Dizer o que de quem fez a torcida gritar pela primeira vez olé dentro de um estádio de futebol? E nem era a torcida do time dele, o Botafogo, mas sim mexicanos que assistiam a uma de suas exibições pelo mundo. O jogo valia por um desses torneios caça-níqueis aos quais o time carioca era convidado. O adversário do Botafogo era o River Plate, da Argentina — o jogo terminou empatado por 1 x 1. O adversário de Garrincha era apenas o lateral Vairo, que, de tão humilhado em campo, acabou substituído. Num dos dribles, o ponta parou, encarou o inimigo e partiu para o cruzamento, como se não houvesse ninguém por ali. Os torcedores soltaram o primeiro "olé", expressão até então típica de touradas. “Não há nada o que fazer, é impossível”, sentenciou Vairo ao sair do gramado. João Saldanha, técnico do Botafogo na época, notou que o argentino estava feliz.
Não havia mesmo nada a fazer diante de Garrincha. Assim como não há como defini-lo senão dizendo que Mané arrebentava. Era imprevisível e dono de um futebol que jamais se enquadrou a esquemas táticos, características que lhe renderam uma das mais incorretas famas dentro do futebol nacional, a de que preferia o drible ao gol, a inconseqüência à vitória. Seu amor pelo espetáculo não significou, em momento algum, que Mané não fosse um atleta obcecado pela vitória. Era, sim. Em quase 13 anos no Botafogo, conquistou os títulos cariocas de 1957, 1961 e 1962 e fez 579 jogos (249 gols). Pela Seleção Brasileira, jogou 50 vezes (13 gols) e perdeu apenas uma — a última, na Copa de 1966, nos 3 x 1 para a Hungria. E quando jogou ao lado de Pelé, o Brasil nunca foi derrotado. É isso mesmo: com Pelé e Garrincha de camisa amarela, ou dava empate ou dava Brasil.

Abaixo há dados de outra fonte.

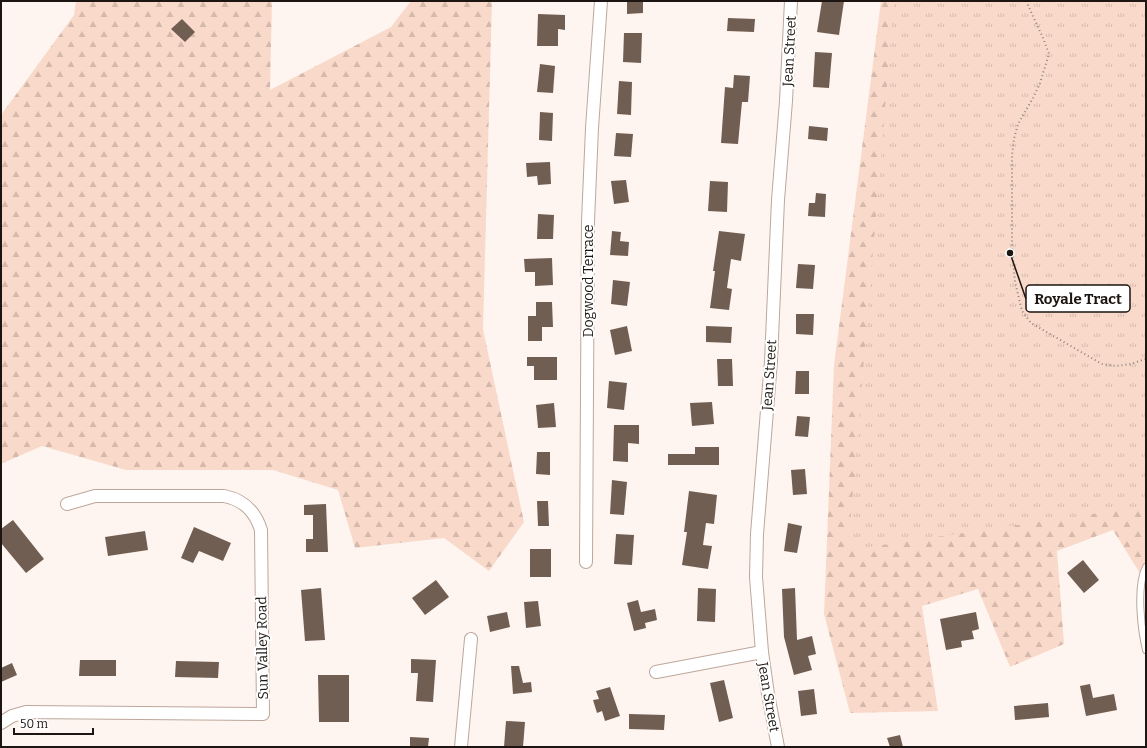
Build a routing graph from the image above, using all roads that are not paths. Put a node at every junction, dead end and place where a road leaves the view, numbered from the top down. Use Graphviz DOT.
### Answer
graph roads {
  1 [pos="601,1"];
  2 [pos="791,1"];
  3 [pos="68,504"];
  4 [pos="586,562"];
  5 [pos="1146,567"];
  6 [pos="470,639"];
  7 [pos="1146,650"];
  8 [pos="762,652"];
  9 [pos="656,672"];
  10 [pos="1,723"];
  11 [pos="461,747"];
  12 [pos="778,747"];
  1 -- 4 [label="street, Dogwood Terrace"];
  2 -- 8 [label="street, Jean Street"];
  3 -- 10 [label="street, Sun Valley Road"];
  5 -- 7 [label="lane"];
  6 -- 11 [label="street"];
  8 -- 9 [label="street"];
  8 -- 12 [label="street, Jean Street"];
}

Uma das pessoas que melhor entenderam Mané foi outro botafoguense histórico, o dublê de cronista, jornalista e treinador João Saldanha. “Daqui a 400 anos, toda vez que falarem de futebol, terão de falar de Mané Garrincha”, resumiu Saldanha. Nada mais justo para o ponta que ganhou lugar no time principal do Botafogo por humilhar o lateral de Seleção Brasileira Nilton Santos num treino. “Se Mané não estivesse no mesmo time que eu, dificilmente eu jogaria até os 38 anos e teria sido titular numa Copa do Mundo aos 37”, admitia Nilton Santos, certo de que todos os laterais-esquerdos do país caíam no ostracismo ao enfrentar Garrincha.
Os estragos que fazia com a camisa botafoguense ele repetia com a da Seleção Brasileira. Mané foi bicampeão mundial e, para muitos, não fosse ele o Brasil teria saído da Copa do Chile, em 1962, muito mais cedo. Naquele mundial, Pelé machucou-se no segundo jogo e não voltaria mais ao time. Pois Garrincha assumiu o comando da Seleção, fez quatro gols – tornando-se um dos artilheiros do torneio – e voltou de Santiago com a taça na bagagem. O jornal chileno “El Mercurio” resumiu o que foi a participação dele na Copa com a manchete “De que planeta vem Garrincha?”.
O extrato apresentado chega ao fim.